◆ AIM OF THE EXERCISE ◆
Could you set down exactly the lines of the data below, starting at the one that holds "Turn all roads" and ending at the one that holds "Write the network", both included, and only those?

◆ INPUT FOR THIS TASK ◆
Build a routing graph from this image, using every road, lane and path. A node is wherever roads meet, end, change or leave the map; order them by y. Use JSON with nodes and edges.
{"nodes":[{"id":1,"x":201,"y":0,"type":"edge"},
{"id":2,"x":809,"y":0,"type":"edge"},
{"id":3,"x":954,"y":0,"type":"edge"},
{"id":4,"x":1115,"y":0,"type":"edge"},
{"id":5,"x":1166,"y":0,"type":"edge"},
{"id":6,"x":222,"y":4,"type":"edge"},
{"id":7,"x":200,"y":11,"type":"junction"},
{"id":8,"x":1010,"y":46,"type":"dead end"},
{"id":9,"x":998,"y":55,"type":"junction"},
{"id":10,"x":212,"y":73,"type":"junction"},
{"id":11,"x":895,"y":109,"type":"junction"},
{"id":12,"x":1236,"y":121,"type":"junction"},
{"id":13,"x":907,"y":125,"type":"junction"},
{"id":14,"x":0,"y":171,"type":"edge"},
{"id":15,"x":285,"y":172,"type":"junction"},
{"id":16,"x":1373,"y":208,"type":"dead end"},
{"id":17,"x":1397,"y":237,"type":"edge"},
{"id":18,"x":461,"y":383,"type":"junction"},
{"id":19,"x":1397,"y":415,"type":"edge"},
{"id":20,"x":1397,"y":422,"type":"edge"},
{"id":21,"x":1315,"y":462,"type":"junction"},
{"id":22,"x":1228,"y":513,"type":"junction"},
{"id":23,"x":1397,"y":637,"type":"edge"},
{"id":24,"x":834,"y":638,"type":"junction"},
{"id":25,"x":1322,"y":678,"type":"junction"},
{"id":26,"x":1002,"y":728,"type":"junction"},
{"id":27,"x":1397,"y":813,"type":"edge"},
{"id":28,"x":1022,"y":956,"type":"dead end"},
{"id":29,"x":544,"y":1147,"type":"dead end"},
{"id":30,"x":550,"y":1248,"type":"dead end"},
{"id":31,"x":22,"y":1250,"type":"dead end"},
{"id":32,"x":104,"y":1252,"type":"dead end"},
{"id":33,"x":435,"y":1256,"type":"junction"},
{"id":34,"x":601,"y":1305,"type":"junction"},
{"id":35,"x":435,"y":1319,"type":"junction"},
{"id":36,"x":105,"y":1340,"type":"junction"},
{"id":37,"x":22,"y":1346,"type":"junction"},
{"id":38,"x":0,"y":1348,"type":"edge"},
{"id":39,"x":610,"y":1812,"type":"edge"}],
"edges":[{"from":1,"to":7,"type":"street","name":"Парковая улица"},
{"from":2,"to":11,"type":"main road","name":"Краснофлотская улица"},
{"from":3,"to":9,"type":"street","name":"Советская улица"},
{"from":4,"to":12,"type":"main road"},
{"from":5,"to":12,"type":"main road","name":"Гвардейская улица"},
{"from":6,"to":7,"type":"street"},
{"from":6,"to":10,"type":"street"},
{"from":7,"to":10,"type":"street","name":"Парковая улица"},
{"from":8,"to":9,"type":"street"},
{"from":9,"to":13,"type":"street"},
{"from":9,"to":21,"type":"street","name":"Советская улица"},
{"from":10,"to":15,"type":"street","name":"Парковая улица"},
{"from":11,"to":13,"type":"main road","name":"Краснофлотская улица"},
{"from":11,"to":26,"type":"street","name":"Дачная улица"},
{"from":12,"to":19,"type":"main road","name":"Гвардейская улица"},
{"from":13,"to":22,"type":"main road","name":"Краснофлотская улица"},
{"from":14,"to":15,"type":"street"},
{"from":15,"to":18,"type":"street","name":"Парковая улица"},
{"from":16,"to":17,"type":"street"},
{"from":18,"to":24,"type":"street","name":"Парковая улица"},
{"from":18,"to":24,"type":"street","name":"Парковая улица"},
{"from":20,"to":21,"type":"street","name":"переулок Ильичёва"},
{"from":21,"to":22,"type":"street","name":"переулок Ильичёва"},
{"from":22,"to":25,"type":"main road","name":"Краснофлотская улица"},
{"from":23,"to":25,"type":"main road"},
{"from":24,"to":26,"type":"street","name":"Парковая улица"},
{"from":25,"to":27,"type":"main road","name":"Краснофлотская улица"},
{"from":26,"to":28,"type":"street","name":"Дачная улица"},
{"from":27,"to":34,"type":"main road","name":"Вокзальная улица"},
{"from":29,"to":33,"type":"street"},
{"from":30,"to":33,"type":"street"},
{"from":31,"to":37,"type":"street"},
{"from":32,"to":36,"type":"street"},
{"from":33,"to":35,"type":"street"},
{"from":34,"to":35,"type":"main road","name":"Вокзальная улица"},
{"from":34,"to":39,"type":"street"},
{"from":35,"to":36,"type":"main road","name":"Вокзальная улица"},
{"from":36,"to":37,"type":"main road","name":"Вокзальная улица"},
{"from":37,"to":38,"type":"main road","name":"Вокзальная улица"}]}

--

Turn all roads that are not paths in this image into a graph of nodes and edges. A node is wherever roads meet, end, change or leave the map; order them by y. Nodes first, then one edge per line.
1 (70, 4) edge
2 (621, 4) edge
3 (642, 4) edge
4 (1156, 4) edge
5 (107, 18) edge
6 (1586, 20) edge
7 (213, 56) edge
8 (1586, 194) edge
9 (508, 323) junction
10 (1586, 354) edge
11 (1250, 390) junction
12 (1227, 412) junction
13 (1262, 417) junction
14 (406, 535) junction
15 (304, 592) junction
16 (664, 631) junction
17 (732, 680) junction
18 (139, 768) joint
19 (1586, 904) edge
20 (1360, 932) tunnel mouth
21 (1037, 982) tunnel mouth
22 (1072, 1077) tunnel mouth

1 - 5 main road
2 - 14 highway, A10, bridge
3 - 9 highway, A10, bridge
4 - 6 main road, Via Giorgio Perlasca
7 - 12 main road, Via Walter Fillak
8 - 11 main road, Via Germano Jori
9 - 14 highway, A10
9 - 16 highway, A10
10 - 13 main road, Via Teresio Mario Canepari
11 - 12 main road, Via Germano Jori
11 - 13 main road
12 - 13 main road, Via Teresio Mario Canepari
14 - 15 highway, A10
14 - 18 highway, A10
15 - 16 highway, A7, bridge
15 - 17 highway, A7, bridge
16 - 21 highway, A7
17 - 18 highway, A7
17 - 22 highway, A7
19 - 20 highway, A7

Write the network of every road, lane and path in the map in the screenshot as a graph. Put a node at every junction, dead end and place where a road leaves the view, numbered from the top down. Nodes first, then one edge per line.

◆ ANSWER TO THIS TASK ◆
Turn all roads that are not paths in this image into a graph of nodes and edges. A node is wherever roads meet, end, change or leave the map; order them by y. Nodes first, then one edge per line.
1 (70, 4) edge
2 (621, 4) edge
3 (642, 4) edge
4 (1156, 4) edge
5 (107, 18) edge
6 (1586, 20) edge
7 (213, 56) edge
8 (1586, 194) edge
9 (508, 323) junction
10 (1586, 354) edge
11 (1250, 390) junction
12 (1227, 412) junction
13 (1262, 417) junction
14 (406, 535) junction
15 (304, 592) junction
16 (664, 631) junction
17 (732, 680) junction
18 (139, 768) joint
19 (1586, 904) edge
20 (1360, 932) tunnel mouth
21 (1037, 982) tunnel mouth
22 (1072, 1077) tunnel mouth

1 - 5 main road
2 - 14 highway, A10, bridge
3 - 9 highway, A10, bridge
4 - 6 main road, Via Giorgio Perlasca
7 - 12 main road, Via Walter Fillak
8 - 11 main road, Via Germano Jori
9 - 14 highway, A10
9 - 16 highway, A10
10 - 13 main road, Via Teresio Mario Canepari
11 - 12 main road, Via Germano Jori
11 - 13 main road
12 - 13 main road, Via Teresio Mario Canepari
14 - 15 highway, A10
14 - 18 highway, A10
15 - 16 highway, A7, bridge
15 - 17 highway, A7, bridge
16 - 21 highway, A7
17 - 18 highway, A7
17 - 22 highway, A7
19 - 20 highway, A7

Write the network of every road, lane and path in the map in the screenshot as a graph. Put a node at every junction, dead end and place where a road leaves the view, numbered from the top down. Nodes first, then one edge per line.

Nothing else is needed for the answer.